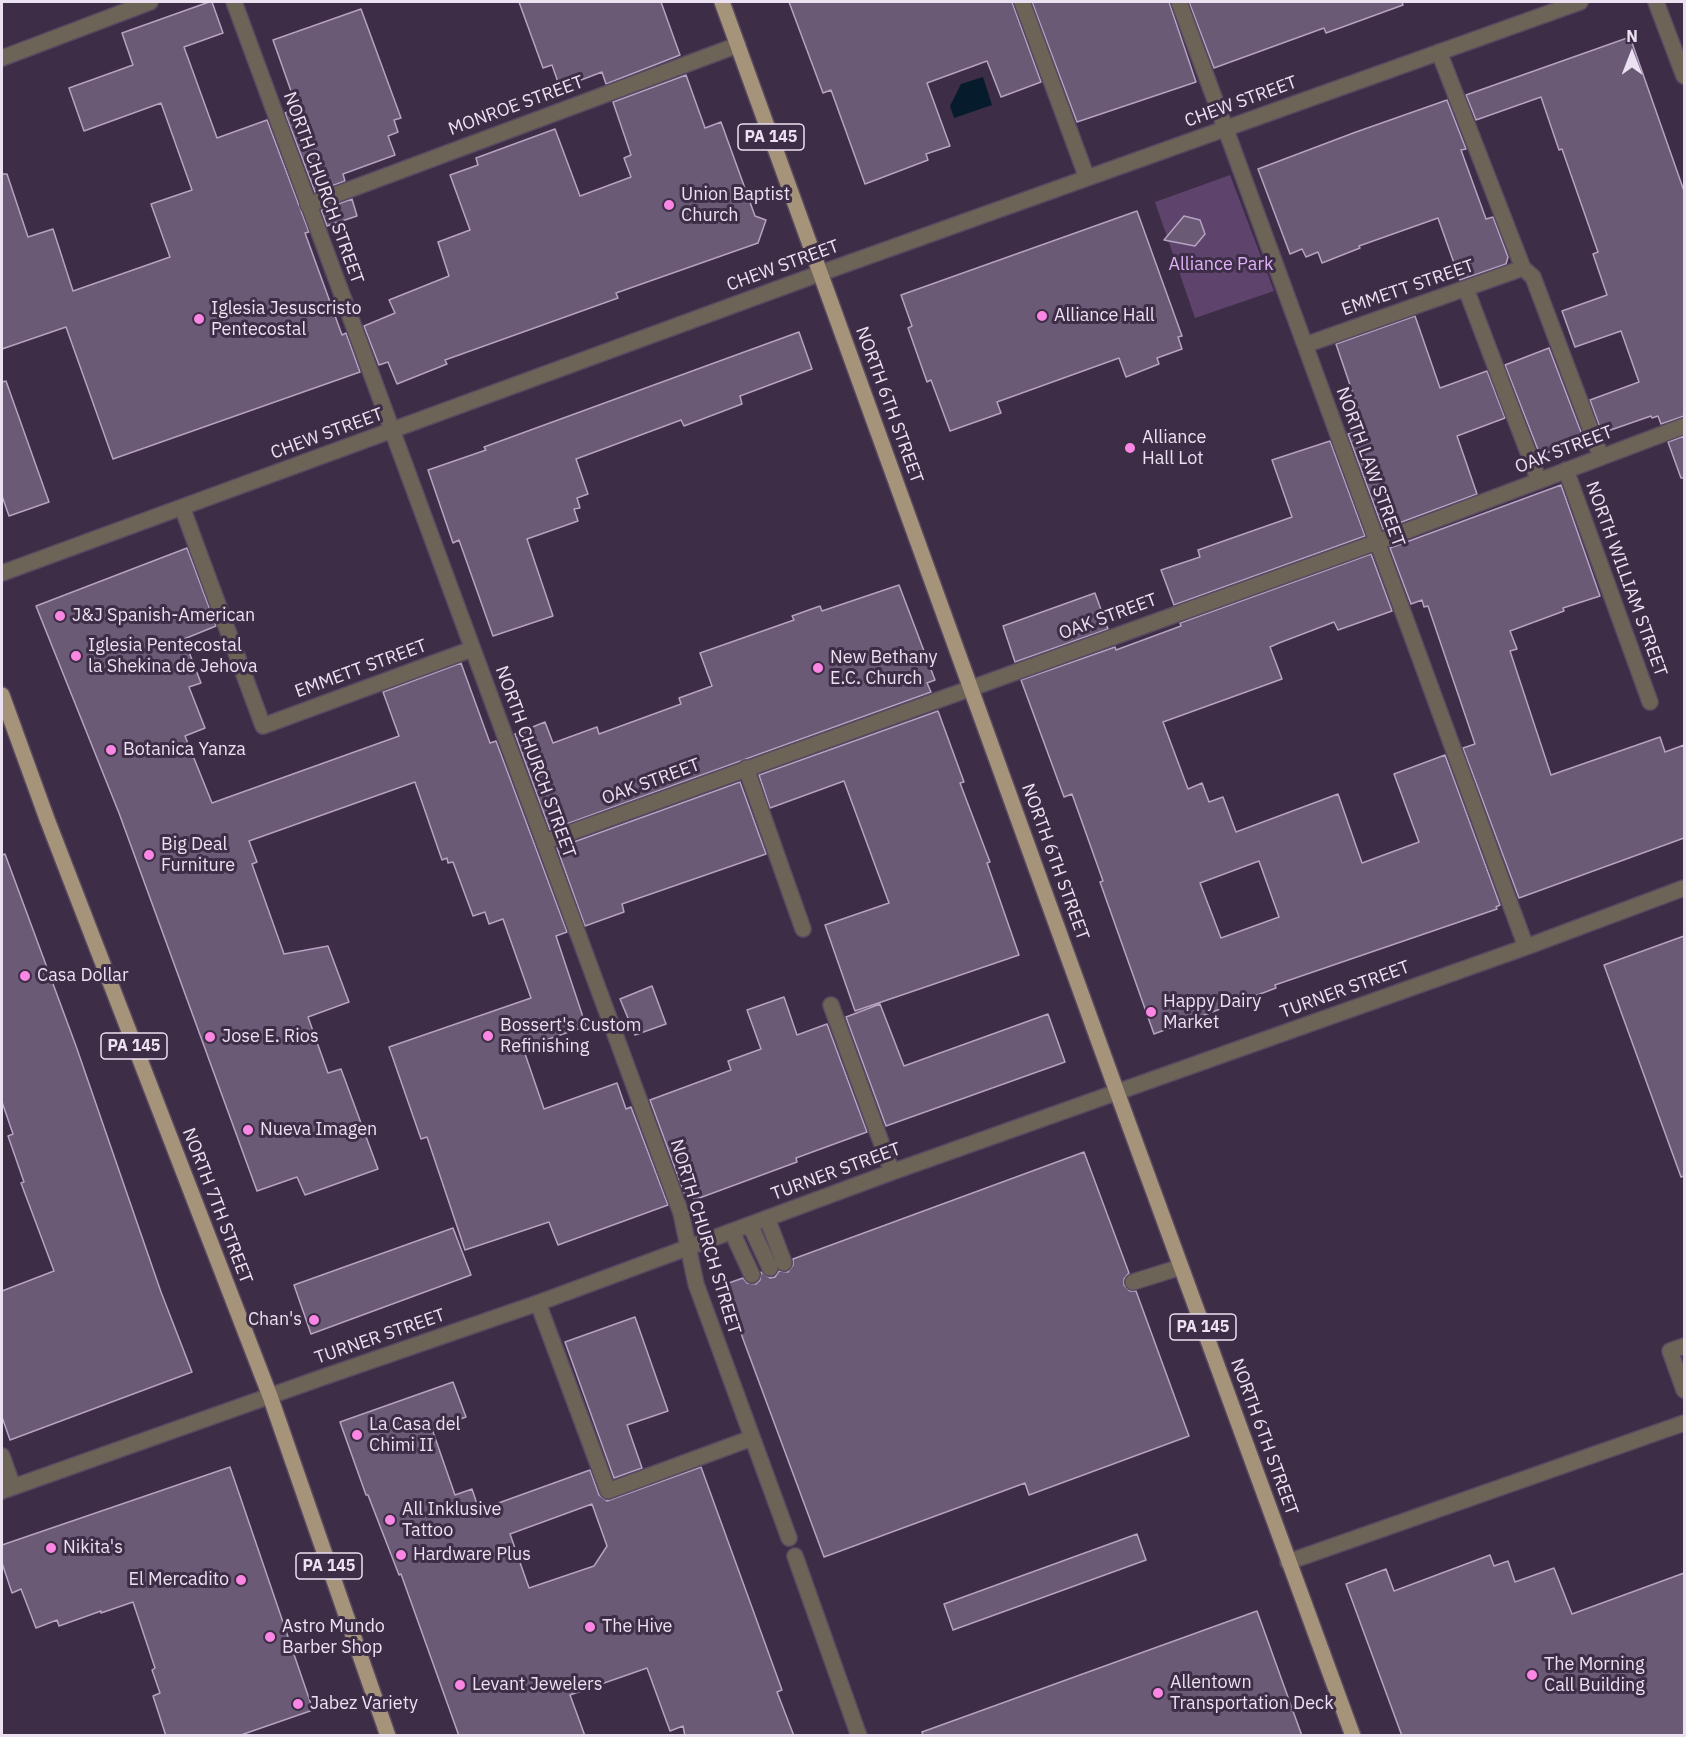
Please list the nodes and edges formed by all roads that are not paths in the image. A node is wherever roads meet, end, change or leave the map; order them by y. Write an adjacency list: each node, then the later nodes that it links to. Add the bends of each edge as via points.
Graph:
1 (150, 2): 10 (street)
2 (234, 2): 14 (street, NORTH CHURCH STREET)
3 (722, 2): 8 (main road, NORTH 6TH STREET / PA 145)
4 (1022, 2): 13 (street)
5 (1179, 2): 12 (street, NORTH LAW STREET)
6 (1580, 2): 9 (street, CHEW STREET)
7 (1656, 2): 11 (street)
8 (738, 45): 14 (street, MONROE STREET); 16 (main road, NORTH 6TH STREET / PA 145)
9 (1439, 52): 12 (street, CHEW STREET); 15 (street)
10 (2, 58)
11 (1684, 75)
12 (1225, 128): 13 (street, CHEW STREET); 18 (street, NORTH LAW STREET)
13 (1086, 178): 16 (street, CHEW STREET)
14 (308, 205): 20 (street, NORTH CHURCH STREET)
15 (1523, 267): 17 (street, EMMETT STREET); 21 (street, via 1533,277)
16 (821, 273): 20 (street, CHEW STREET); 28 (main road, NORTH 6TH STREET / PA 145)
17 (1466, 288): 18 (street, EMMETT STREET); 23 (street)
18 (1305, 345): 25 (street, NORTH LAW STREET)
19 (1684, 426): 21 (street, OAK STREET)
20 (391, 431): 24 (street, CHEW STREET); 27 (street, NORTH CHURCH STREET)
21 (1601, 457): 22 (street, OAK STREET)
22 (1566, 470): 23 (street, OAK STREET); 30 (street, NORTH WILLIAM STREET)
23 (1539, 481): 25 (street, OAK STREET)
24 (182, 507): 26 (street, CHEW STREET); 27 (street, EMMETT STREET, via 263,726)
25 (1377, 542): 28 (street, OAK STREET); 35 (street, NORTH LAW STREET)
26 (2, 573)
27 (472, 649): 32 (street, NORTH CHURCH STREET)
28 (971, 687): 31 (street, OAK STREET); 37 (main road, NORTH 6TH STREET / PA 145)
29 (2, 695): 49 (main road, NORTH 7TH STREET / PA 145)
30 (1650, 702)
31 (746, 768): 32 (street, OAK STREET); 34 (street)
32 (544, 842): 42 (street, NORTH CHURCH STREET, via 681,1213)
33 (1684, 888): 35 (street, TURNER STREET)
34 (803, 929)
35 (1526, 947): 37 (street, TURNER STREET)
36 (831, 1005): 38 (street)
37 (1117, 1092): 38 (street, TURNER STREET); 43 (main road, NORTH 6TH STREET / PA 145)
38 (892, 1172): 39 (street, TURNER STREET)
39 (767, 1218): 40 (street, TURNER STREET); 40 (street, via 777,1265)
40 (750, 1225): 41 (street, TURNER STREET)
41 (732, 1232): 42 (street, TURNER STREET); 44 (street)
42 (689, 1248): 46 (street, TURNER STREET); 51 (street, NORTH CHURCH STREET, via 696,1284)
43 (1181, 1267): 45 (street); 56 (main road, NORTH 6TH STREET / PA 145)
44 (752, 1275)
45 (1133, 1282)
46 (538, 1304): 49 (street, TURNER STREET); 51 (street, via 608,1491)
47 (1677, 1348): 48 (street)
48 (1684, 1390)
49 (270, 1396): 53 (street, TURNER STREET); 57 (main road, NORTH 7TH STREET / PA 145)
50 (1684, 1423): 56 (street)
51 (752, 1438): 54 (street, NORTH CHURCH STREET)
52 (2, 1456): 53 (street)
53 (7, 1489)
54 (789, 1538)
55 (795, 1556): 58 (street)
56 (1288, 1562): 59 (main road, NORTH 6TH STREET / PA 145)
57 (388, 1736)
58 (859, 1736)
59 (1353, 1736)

- [EXERCISE REQUIREMENTS] Transcribe all of the records above exactly; no image should appear in what you write.

- [WRITTEN RESPONSE]
Please list the nodes and edges formed by all roads that are not paths in the image. A node is wherever roads meet, end, change or leave the map; order them by y. Write an adjacency list: each node, then the later nodes that it links to. Add the bends of each edge as via points.
Graph:
1 (150, 2): 10 (street)
2 (234, 2): 14 (street, NORTH CHURCH STREET)
3 (722, 2): 8 (main road, NORTH 6TH STREET / PA 145)
4 (1022, 2): 13 (street)
5 (1179, 2): 12 (street, NORTH LAW STREET)
6 (1580, 2): 9 (street, CHEW STREET)
7 (1656, 2): 11 (street)
8 (738, 45): 14 (street, MONROE STREET); 16 (main road, NORTH 6TH STREET / PA 145)
9 (1439, 52): 12 (street, CHEW STREET); 15 (street)
10 (2, 58)
11 (1684, 75)
12 (1225, 128): 13 (street, CHEW STREET); 18 (street, NORTH LAW STREET)
13 (1086, 178): 16 (street, CHEW STREET)
14 (308, 205): 20 (street, NORTH CHURCH STREET)
15 (1523, 267): 17 (street, EMMETT STREET); 21 (street, via 1533,277)
16 (821, 273): 20 (street, CHEW STREET); 28 (main road, NORTH 6TH STREET / PA 145)
17 (1466, 288): 18 (street, EMMETT STREET); 23 (street)
18 (1305, 345): 25 (street, NORTH LAW STREET)
19 (1684, 426): 21 (street, OAK STREET)
20 (391, 431): 24 (street, CHEW STREET); 27 (street, NORTH CHURCH STREET)
21 (1601, 457): 22 (street, OAK STREET)
22 (1566, 470): 23 (street, OAK STREET); 30 (street, NORTH WILLIAM STREET)
23 (1539, 481): 25 (street, OAK STREET)
24 (182, 507): 26 (street, CHEW STREET); 27 (street, EMMETT STREET, via 263,726)
25 (1377, 542): 28 (street, OAK STREET); 35 (street, NORTH LAW STREET)
26 (2, 573)
27 (472, 649): 32 (street, NORTH CHURCH STREET)
28 (971, 687): 31 (street, OAK STREET); 37 (main road, NORTH 6TH STREET / PA 145)
29 (2, 695): 49 (main road, NORTH 7TH STREET / PA 145)
30 (1650, 702)
31 (746, 768): 32 (street, OAK STREET); 34 (street)
32 (544, 842): 42 (street, NORTH CHURCH STREET, via 681,1213)
33 (1684, 888): 35 (street, TURNER STREET)
34 (803, 929)
35 (1526, 947): 37 (street, TURNER STREET)
36 (831, 1005): 38 (street)
37 (1117, 1092): 38 (street, TURNER STREET); 43 (main road, NORTH 6TH STREET / PA 145)
38 (892, 1172): 39 (street, TURNER STREET)
39 (767, 1218): 40 (street, TURNER STREET); 40 (street, via 777,1265)
40 (750, 1225): 41 (street, TURNER STREET)
41 (732, 1232): 42 (street, TURNER STREET); 44 (street)
42 (689, 1248): 46 (street, TURNER STREET); 51 (street, NORTH CHURCH STREET, via 696,1284)
43 (1181, 1267): 45 (street); 56 (main road, NORTH 6TH STREET / PA 145)
44 (752, 1275)
45 (1133, 1282)
46 (538, 1304): 49 (street, TURNER STREET); 51 (street, via 608,1491)
47 (1677, 1348): 48 (street)
48 (1684, 1390)
49 (270, 1396): 53 (street, TURNER STREET); 57 (main road, NORTH 7TH STREET / PA 145)
50 (1684, 1423): 56 (street)
51 (752, 1438): 54 (street, NORTH CHURCH STREET)
52 (2, 1456): 53 (street)
53 (7, 1489)
54 (789, 1538)
55 (795, 1556): 58 (street)
56 (1288, 1562): 59 (main road, NORTH 6TH STREET / PA 145)
57 (388, 1736)
58 (859, 1736)
59 (1353, 1736)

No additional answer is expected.